Netflix’ primary competitive advantage is that it can spread its massive content budget across more eyeballs than its competitors. If you have 10 million customers and you spend $10 million making a show, you need to earn $1 per viewer to get your money back. If you have 100 million customers viewing your content…
Meta has 3.59 billion monthly active people. The only difference is that instead of spending on content, Meta is spending on AI and Machine learning. I’d argue that the value of AI/ML investments will prove longer lasting and more defendable than content, but that’s a topic for another post.
There is another advantage Meta has. With the exception of mobile operating systems (which see everything), Meta has visibility into more types of interactions than any company on the planet. Consider the variety of interactions that are possible on one of Meta’s platforms vs. TikTok or anyone else.
Meta includes: The World’s Most Detailed Social Web, Facebook Groups, Facebook Marketplace, Facebook Shops, Facebook Gaming, Facebook NewsFeed (now just “Feed”), Instagram Feed, Instagram Explore, Instagram Reels, Facebook Messenger, Facebook Reels, WhatsApp, WhatsApp Business, WhatsApp Payments. I’m not even bothering to mention the metaverse or their reality labs division.
More types of interactions (use cases)… mean more data… mean more effective advertising… and more ability to expand into yet more use cases or monetization strategies. TikTok is competing for eyeballs and timeshare – absolutely. It is the biggest threat Meta faces – absolutely. But it is not a mortal threat.
Whatever the future holds for advertising across any medium, Meta is better positioned than anyone (but Google) to face it.
So how successfully will Meta be able to monetize Instagram? I don’t know. What I do know is they have a proven track record of increasing ARPU. I do know that if they decide ARPU is the metric they want to optimize for, they’ll do a better job than anyone else for a given format (social mechanic). Let’s take a look at Meta’s average revenue per user over time.
In 2012 Meta’s average revenue per user hit $1.54.
In 2015 Meta’s average revenue per user hit $3.73
In 2018 Meta’s ARPU hit: $5.97
ARPU is still increasing today…
I want to stress that it’s entirely possible ARPU goes down from here. What I have confidence in is what I said above - that for a given social mechanic, Meta will monetize as effectively as anyone.
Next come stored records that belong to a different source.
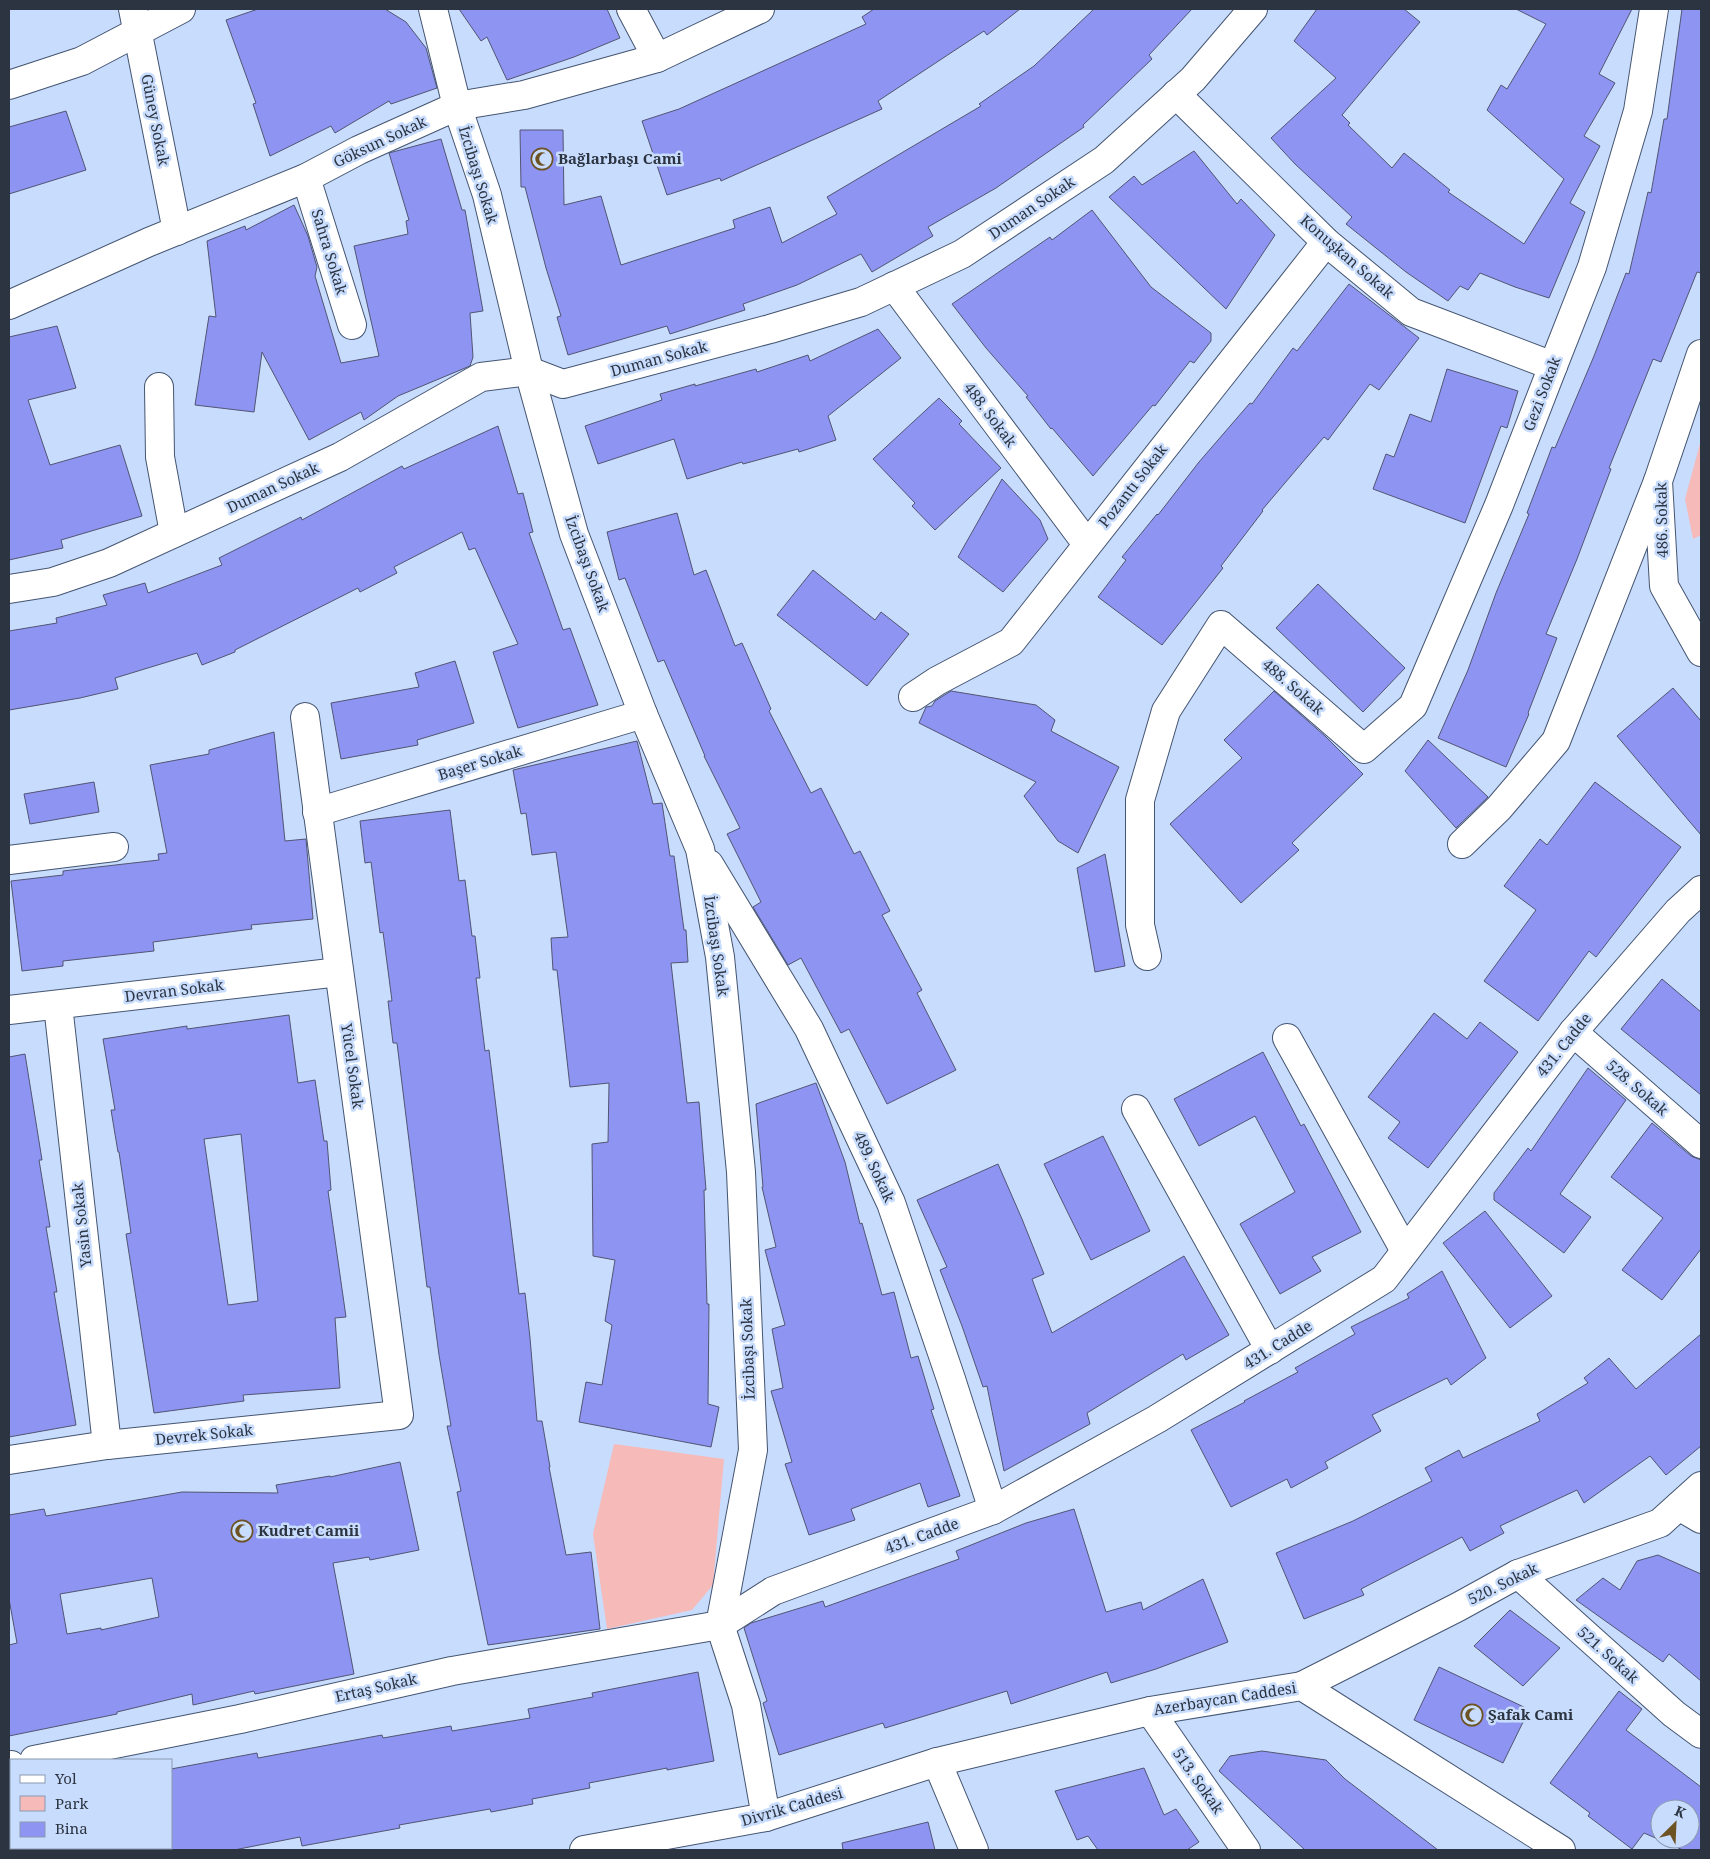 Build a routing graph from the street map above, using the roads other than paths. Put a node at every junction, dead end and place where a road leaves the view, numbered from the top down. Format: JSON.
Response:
{"nodes":[{"id":1,"x":181,"y":9,"type":"edge"},
{"id":2,"x":433,"y":9,"type":"edge"},
{"id":3,"x":632,"y":9,"type":"edge"},
{"id":4,"x":760,"y":9,"type":"edge"},
{"id":5,"x":1253,"y":9,"type":"edge"},
{"id":6,"x":1654,"y":9,"type":"edge"},
{"id":7,"x":135,"y":21,"type":"edge"},
{"id":8,"x":657,"y":58,"type":"junction"},
{"id":9,"x":9,"y":84,"type":"edge"},
{"id":10,"x":1176,"y":94,"type":"junction"},
{"id":11,"x":457,"y":106,"type":"junction"},
{"id":12,"x":306,"y":178,"type":"junction"},
{"id":13,"x":177,"y":231,"type":"junction"},
{"id":14,"x":1326,"y":242,"type":"junction"},
{"id":15,"x":894,"y":286,"type":"junction"},
{"id":16,"x":9,"y":305,"type":"edge"},
{"id":17,"x":352,"y":325,"type":"dead end"},
{"id":18,"x":1701,"y":354,"type":"edge"},
{"id":19,"x":1553,"y":366,"type":"junction"},
{"id":20,"x":529,"y":371,"type":"junction"},
{"id":21,"x":158,"y":387,"type":"dead end"},
{"id":22,"x":1658,"y":481,"type":"junction"},
{"id":23,"x":174,"y":533,"type":"junction"},
{"id":24,"x":1087,"y":544,"type":"junction"},
{"id":25,"x":9,"y":589,"type":"edge"},
{"id":26,"x":1701,"y":652,"type":"edge"},
{"id":27,"x":913,"y":697,"type":"dead end"},
{"id":28,"x":643,"y":714,"type":"junction"},
{"id":29,"x":305,"y":717,"type":"dead end"},
{"id":30,"x":1364,"y":749,"type":"joint"},
{"id":31,"x":317,"y":812,"type":"junction"},
{"id":32,"x":1462,"y":844,"type":"dead end"},
{"id":33,"x":114,"y":847,"type":"dead end"},
{"id":34,"x":700,"y":849,"type":"junction"},
{"id":35,"x":9,"y":860,"type":"edge"},
{"id":36,"x":1701,"y":890,"type":"edge"},
{"id":37,"x":1147,"y":956,"type":"dead end"},
{"id":38,"x":339,"y":972,"type":"junction"},
{"id":39,"x":58,"y":1005,"type":"junction"},
{"id":40,"x":9,"y":1010,"type":"edge"},
{"id":41,"x":1573,"y":1032,"type":"junction"},
{"id":42,"x":1288,"y":1038,"type":"dead end"},
{"id":43,"x":1136,"y":1108,"type":"dead end"},
{"id":44,"x":1701,"y":1144,"type":"edge"},
{"id":45,"x":1405,"y":1251,"type":"junction"},
{"id":46,"x":1270,"y":1350,"type":"junction"},
{"id":47,"x":399,"y":1415,"type":"joint"},
{"id":48,"x":107,"y":1445,"type":"junction"},
{"id":49,"x":9,"y":1460,"type":"edge"},
{"id":50,"x":1701,"y":1486,"type":"edge"},
{"id":51,"x":993,"y":1510,"type":"junction"},
{"id":52,"x":1690,"y":1513,"type":"edge"},
{"id":53,"x":1518,"y":1574,"type":"junction"},
{"id":54,"x":720,"y":1625,"type":"junction"},
{"id":55,"x":1302,"y":1686,"type":"junction"},
{"id":56,"x":1150,"y":1711,"type":"junction"},
{"id":57,"x":1701,"y":1734,"type":"edge"},
{"id":58,"x":39,"y":1759,"type":"edge"},
{"id":59,"x":938,"y":1762,"type":"junction"},
{"id":60,"x":766,"y":1817,"type":"junction"},
{"id":61,"x":631,"y":1846,"type":"edge"},
{"id":62,"x":584,"y":1850,"type":"edge"},
{"id":63,"x":974,"y":1850,"type":"edge"},
{"id":64,"x":1246,"y":1850,"type":"edge"},
{"id":65,"x":1561,"y":1850,"type":"edge"}],
"edges":[{"from":1,"to":7,"type":"street"},
{"from":2,"to":11,"type":"street","name":"İzcibaşı Sokak"},
{"from":3,"to":8,"type":"street"},
{"from":4,"to":8,"type":"street","name":"Göksun Sokak"},
{"from":5,"to":10,"type":"street","name":"Duman Sokak"},
{"from":6,"to":19,"type":"street","name":"Gezi Sokak"},
{"from":7,"to":9,"type":"street"},
{"from":7,"to":13,"type":"street","name":"Güney Sokak"},
{"from":8,"to":11,"type":"street","name":"Göksun Sokak"},
{"from":10,"to":14,"type":"street","name":"Konuşkan Sokak"},
{"from":10,"to":15,"type":"street","name":"Duman Sokak"},
{"from":11,"to":12,"type":"street","name":"Göksun Sokak"},
{"from":11,"to":20,"type":"street","name":"İzcibaşı Sokak"},
{"from":12,"to":13,"type":"street","name":"Göksun Sokak"},
{"from":12,"to":17,"type":"street","name":"Sahra Sokak"},
{"from":13,"to":16,"type":"street","name":"Göksun Sokak"},
{"from":14,"to":19,"type":"street","name":"Konuşkan Sokak"},
{"from":14,"to":24,"type":"street","name":"Pozantı Sokak"},
{"from":15,"to":20,"type":"street","name":"Duman Sokak"},
{"from":15,"to":24,"type":"street","name":"488. Sokak"},
{"from":18,"to":22,"type":"street","name":"486. Sokak"},
{"from":19,"to":30,"type":"street","name":"Gezi Sokak"},
{"from":20,"to":23,"type":"street","name":"Duman Sokak"},
{"from":20,"to":28,"type":"street","name":"İzcibaşı Sokak"},
{"from":21,"to":23,"type":"street"},
{"from":22,"to":26,"type":"street","name":"486. Sokak"},
{"from":22,"to":32,"type":"street"},
{"from":23,"to":25,"type":"street","name":"Duman Sokak"},
{"from":24,"to":27,"type":"street","name":"Pozantı Sokak"},
{"from":28,"to":31,"type":"street","name":"Başer Sokak"},
{"from":28,"to":34,"type":"street","name":"İzcibaşı Sokak"},
{"from":29,"to":31,"type":"street","name":"Yücel Sokak"},
{"from":30,"to":37,"type":"street","name":"488. Sokak"},
{"from":31,"to":38,"type":"street","name":"Yücel Sokak"},
{"from":33,"to":35,"type":"street"},
{"from":34,"to":51,"type":"street","name":"489. Sokak"},
{"from":34,"to":54,"type":"street","name":"İzcibaşı Sokak"},
{"from":36,"to":41,"type":"street","name":"431. Cadde"},
{"from":38,"to":39,"type":"street","name":"Devran Sokak"},
{"from":38,"to":47,"type":"street","name":"Yücel Sokak"},
{"from":39,"to":40,"type":"street","name":"Devran Sokak"},
{"from":39,"to":48,"type":"street","name":"Yasin Sokak"},
{"from":41,"to":44,"type":"street","name":"528. Sokak"},
{"from":41,"to":45,"type":"street","name":"431. Cadde"},
{"from":42,"to":45,"type":"street"},
{"from":43,"to":46,"type":"street"},
{"from":45,"to":46,"type":"street","name":"431. Cadde"},
{"from":46,"to":51,"type":"street","name":"431. Cadde"},
{"from":47,"to":48,"type":"street","name":"Devrek Sokak"},
{"from":48,"to":49,"type":"street","name":"Devrek Sokak"},
{"from":50,"to":52,"type":"street","name":"520. Sokak"},
{"from":51,"to":54,"type":"street","name":"431. Cadde"},
{"from":52,"to":53,"type":"street","name":"520. Sokak"},
{"from":53,"to":55,"type":"street","name":"520. Sokak"},
{"from":53,"to":57,"type":"street","name":"521. Sokak"},
{"from":54,"to":58,"type":"street","name":"Ertaş Sokak"},
{"from":54,"to":60,"type":"street","name":"İzcibaşı Sokak"},
{"from":55,"to":56,"type":"street","name":"Azerbaycan Caddesi"},
{"from":55,"to":65,"type":"street","name":"Azerbaycan Caddesi"},
{"from":56,"to":59,"type":"street","name":"Azerbaycan Caddesi"},
{"from":56,"to":64,"type":"street","name":"513. Sokak"},
{"from":59,"to":60,"type":"street","name":"Divrik Caddesi"},
{"from":59,"to":63,"type":"street"},
{"from":60,"to":61,"type":"street","name":"Divrik Caddesi"},
{"from":61,"to":62,"type":"street","name":"Divrik Caddesi"}]}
Great work. Thank you. It seems to me (I could be wrong), from looking at the disclosed numbers, all the ARPU growth since 2018 has come from Volume of Adverts. (Assuming ARPU = Volume x Price / Users). Volume of adverts always grows where as there are times when price declines significantly (Most of 2020). Is this your understanding too? What drives the volume? I assume its a platform's ability to take more Ads without damaging user experience. You can add more Volume of Ads if you are growing more users but once users stop growing there is a limit to volume of Ads unless you have new products on the platform like Reels etc? Thanks for all your help understanding Meta. Apologies if these questions are things you have answered and I have missed it.